There are already several eloquent web postings available explaining the Strong Parameters feature of Rails 4. In this post I’ll provide my take on one problem Strong Parameters solve and why moving to them for the sake of this problem alone is worth the trouble.
Mass Assignment in Rails 2
Back in the dark ages, when it must have been hard to imagine why anyone would use a website maliciously, Rails 2 provided the convenience of setting several attributes on a model en masse. The view would collect a hash of parameters and pass it to the controller. The controller would pass that same hash, usually without modification, to the model, which in turn would use the parameters to create or update an instance of the model.

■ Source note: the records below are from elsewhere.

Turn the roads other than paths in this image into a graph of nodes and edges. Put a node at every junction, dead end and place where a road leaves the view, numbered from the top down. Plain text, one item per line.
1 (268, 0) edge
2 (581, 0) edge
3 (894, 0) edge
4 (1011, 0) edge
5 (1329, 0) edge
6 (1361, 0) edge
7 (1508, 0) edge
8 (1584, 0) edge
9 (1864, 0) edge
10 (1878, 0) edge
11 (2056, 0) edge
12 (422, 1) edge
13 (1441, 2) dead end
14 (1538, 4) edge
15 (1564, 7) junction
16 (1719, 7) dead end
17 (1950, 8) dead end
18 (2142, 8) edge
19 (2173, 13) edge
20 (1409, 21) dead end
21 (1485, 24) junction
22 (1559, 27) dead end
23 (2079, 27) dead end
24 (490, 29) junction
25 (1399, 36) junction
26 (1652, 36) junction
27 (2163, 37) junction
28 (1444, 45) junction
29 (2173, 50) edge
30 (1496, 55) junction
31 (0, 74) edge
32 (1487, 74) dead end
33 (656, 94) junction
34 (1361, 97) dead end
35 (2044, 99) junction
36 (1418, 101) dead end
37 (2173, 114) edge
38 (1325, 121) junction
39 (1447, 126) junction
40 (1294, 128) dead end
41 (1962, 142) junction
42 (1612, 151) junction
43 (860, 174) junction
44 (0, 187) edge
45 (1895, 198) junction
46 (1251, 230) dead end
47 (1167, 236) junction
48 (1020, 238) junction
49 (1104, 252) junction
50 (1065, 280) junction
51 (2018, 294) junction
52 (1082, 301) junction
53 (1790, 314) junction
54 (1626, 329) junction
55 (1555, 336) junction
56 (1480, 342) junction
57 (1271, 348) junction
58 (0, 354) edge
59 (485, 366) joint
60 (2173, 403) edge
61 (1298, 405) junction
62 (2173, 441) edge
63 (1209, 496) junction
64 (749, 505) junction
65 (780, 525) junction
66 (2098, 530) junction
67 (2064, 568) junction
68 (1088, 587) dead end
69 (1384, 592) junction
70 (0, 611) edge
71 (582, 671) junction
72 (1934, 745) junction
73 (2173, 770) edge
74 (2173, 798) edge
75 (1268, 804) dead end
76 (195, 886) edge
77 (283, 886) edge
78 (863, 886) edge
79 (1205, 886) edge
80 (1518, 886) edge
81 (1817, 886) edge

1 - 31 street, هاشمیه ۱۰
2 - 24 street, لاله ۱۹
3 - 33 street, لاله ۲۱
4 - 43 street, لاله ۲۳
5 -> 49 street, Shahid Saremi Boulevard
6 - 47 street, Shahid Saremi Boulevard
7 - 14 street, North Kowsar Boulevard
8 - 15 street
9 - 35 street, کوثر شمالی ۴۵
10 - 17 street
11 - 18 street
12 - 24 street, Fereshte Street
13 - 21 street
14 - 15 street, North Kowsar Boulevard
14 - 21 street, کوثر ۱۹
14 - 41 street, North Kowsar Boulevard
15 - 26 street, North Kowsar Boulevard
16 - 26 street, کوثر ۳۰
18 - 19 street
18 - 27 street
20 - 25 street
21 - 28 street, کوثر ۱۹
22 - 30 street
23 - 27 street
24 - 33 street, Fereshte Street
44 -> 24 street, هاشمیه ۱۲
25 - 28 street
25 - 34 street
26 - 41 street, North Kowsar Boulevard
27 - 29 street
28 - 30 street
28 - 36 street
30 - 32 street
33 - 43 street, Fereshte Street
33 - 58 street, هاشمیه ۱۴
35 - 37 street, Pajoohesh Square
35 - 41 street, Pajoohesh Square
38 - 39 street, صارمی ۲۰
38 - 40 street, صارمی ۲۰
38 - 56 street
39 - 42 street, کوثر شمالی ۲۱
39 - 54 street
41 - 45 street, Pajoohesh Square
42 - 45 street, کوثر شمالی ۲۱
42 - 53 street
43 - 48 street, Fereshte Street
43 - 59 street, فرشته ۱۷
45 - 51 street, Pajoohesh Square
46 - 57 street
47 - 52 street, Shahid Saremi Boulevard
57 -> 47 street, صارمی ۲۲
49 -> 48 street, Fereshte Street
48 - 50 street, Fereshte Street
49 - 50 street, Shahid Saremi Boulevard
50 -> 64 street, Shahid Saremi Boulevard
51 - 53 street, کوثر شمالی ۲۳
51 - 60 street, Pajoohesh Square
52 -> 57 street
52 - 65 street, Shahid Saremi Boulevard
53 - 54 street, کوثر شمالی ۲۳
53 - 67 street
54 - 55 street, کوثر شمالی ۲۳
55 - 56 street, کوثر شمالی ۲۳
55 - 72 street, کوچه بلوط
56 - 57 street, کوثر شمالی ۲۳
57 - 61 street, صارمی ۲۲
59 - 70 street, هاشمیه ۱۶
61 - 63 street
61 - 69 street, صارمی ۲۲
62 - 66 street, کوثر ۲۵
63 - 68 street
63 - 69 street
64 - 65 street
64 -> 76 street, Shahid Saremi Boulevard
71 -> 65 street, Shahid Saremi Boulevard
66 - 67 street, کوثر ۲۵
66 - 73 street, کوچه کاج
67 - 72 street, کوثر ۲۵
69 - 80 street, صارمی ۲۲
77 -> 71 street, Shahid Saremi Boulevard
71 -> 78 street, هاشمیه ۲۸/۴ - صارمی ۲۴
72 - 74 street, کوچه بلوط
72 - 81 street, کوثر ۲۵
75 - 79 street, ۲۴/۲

Blacklisting and Whitelisting in Rails 3
Once the vulnerability of mass assignment became obvious, Rails came up with a way of protecting model attributes. One could add an attr_protected declaration to the model, and then give the list of attributes which could not be changed by mass assignment. This was called blacklisting, since it presumed all attributes were accessible unless specified otherwise.
When the drawbacks of blacklisting became obvious, Rails then moved to whitelisting. This meant presuming that no attributes are accessible unless specified in the model with attr_accessible.
One difficulty with whitelisting was that for the model to have different levels of accessibility, you would need an attr_accessible declaration for each level. Additionally, the controller would need logic to set these different levels (e.g. an admin vs. a normal user) to be passed along to the model.
Strong Parameters in Rails 4
This latest version of Rails gets rid of both attrprotected and attraccessible. It still uses whitelisting, but this has been moved out of the model, leaving the model closer to its ideal state as a simple facade into ActiveRecord. Before passing parameters into the model, they need to be wrapped in a call to permit. Any parameter not strengthened through this call generates ActiveModel::ForbiddenAttributesError
Through several of my own cluttered implementations I have learned that the more logic you have in a model, the more difficult it is both to test and to modify. Specifying attr_accessible in a model is a merely more subtle way of introducing a conditional: if the parameter is in this list, go ahead and assign it; otherwise throw an error. The conditional gets even more intricate with levels of accessibility: if the role is A, give this access; otherwise if…
Moving conditionals into the controller is not ideal either, but there are at least two ways to permit different parameters for different roles. One is to have separate controllers, e.g. an AdminController and a UserController. These could modify the same (User) model, but with their own levels of access.
Another approach is to delegate the behavior controlling access into its own object. The controller would let this object determine which parameters are cleared for modifying the model. Naturally, testing this object will be far simpler than putting a model with myriad attr_accessible declarations through its paces.
Strong Parameters force us to take logic out of the model. This is always a good thing. Maybe for Rails 5, we’ll continue to simplify and get rid of controllers.